SolrCloud Autoscaling Fault Tolerance

Autoscaling is deprecated

The autoscaling framework in its current form is deprecated and will be removed in Solr 9.0.

A new design for this feature is currently under development in SOLR-14613 with a goal for release with Solr 9.0.

The autoscaling framework uses a few strategies to ensure it’s able to still trigger actions in the event of unexpected changes to the system.

Node Added or Lost Markers

Since triggers execute on the node that runs the Overseer, should the Overseer node go down the nodeLost event would be lost because there would be no mechanism to generate it. Similarly, if a node has been added before the Overseer leader change was completed, the nodeAdded event would not be generated.

For this reason Solr implements additional mechanisms to ensure that these events are generated reliably.

With standard SolrCloud behavior, when a node joins a cluster its presence is marked as an ephemeral ZooKeeper path in the /live_nodes/<nodeName> ZooKeeper directory. Now an ephemeral path is also created under /autoscaling/nodeAdded/<nodeName>. When a new instance of Overseer leader is started it will run the nodeAdded trigger (if it’s configured) and discover the presence of this ZooKeeper path, at which point it will remove it and generate a nodeAdded event.
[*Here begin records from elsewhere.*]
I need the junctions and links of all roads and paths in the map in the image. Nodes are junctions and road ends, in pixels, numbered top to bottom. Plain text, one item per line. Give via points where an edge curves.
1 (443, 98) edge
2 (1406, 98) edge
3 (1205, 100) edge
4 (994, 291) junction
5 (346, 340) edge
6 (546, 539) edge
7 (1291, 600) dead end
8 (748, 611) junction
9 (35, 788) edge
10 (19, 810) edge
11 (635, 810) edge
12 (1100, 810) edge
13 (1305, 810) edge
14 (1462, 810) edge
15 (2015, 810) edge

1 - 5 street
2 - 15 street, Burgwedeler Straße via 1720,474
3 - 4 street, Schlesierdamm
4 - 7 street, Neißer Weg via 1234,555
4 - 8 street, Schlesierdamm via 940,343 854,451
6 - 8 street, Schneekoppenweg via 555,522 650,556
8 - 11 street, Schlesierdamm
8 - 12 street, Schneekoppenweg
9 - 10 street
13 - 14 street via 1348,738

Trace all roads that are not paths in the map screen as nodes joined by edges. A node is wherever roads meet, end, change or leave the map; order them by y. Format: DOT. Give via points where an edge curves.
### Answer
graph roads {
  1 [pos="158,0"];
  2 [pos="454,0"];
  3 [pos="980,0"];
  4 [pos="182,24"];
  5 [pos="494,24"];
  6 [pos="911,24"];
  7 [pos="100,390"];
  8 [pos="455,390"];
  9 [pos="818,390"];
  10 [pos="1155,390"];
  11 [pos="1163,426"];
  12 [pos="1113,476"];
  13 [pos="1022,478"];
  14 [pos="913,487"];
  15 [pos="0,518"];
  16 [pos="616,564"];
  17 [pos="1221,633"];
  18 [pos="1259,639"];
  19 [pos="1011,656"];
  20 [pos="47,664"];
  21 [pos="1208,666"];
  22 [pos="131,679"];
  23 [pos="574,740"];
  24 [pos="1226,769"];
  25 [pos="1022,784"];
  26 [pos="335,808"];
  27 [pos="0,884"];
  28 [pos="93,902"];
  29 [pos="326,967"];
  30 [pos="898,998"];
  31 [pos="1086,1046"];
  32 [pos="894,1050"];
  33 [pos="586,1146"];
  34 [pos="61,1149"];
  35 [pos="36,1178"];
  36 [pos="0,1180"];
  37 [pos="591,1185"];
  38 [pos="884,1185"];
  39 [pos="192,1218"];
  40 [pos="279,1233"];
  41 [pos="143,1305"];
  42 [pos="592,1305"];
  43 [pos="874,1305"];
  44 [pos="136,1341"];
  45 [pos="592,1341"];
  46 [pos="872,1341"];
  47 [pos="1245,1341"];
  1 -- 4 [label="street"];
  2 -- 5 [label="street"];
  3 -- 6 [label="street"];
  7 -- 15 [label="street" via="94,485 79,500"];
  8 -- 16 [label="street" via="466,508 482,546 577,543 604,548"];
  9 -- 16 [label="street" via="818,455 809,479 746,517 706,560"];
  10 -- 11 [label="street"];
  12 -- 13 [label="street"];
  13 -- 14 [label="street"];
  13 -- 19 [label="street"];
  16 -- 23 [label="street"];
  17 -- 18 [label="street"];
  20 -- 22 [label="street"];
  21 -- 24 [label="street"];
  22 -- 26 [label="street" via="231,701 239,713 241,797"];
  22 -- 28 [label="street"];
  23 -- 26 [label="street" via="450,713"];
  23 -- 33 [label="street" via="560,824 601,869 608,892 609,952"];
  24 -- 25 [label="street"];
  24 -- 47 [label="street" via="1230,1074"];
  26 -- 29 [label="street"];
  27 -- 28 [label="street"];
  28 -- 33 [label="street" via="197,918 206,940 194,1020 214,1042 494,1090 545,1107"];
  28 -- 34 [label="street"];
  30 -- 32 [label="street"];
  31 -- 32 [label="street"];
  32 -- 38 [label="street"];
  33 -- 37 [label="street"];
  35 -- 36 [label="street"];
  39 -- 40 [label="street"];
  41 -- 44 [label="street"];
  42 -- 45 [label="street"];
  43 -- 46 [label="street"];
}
When a node leaves the cluster, up to three remaining nodes will try to create a persistent ZooKeeper path /autoscaling/nodeLost/<nodeName> and eventually one of them succeeds. When a new instance of Overseer leader is started it will run the nodeLost trigger (if it’s configured) and discover the presence of this ZooKeeper path, at which point it will remove it and generate a nodeLost event.

Trigger State Checkpointing

Triggers generate events based on their internal state. If the Overseer leader goes down while the trigger is about to generate a new event, it’s likely that the event would be lost because a new trigger instance running on the new Overseer leader would start from a clean slate.

For this reason, after each time a trigger is executed its internal state is persisted to ZooKeeper, and on Overseer start its internal state is restored.

Trigger Event Queues

Autoscaling framework limits the rate at which events are processed using several different mechanisms. One is the locking mechanism that prevents concurrent processing of events, and another is a single-threaded executor that runs trigger actions.

This means that the processing of an event may take significant time, and during this time it’s possible that the Overseer may go down. In order to avoid losing events that were already generated but not yet fully processed, events are queued before processing is started.

Separate ZooKeeper queues are created for each trigger, and events produced by triggers are put on these per-trigger queues. When a new Overseer leader is started it will first check these queues and process events accumulated there, and only then it will continue to run triggers normally. Queued events that fail processing during this "replay" stage are discarded.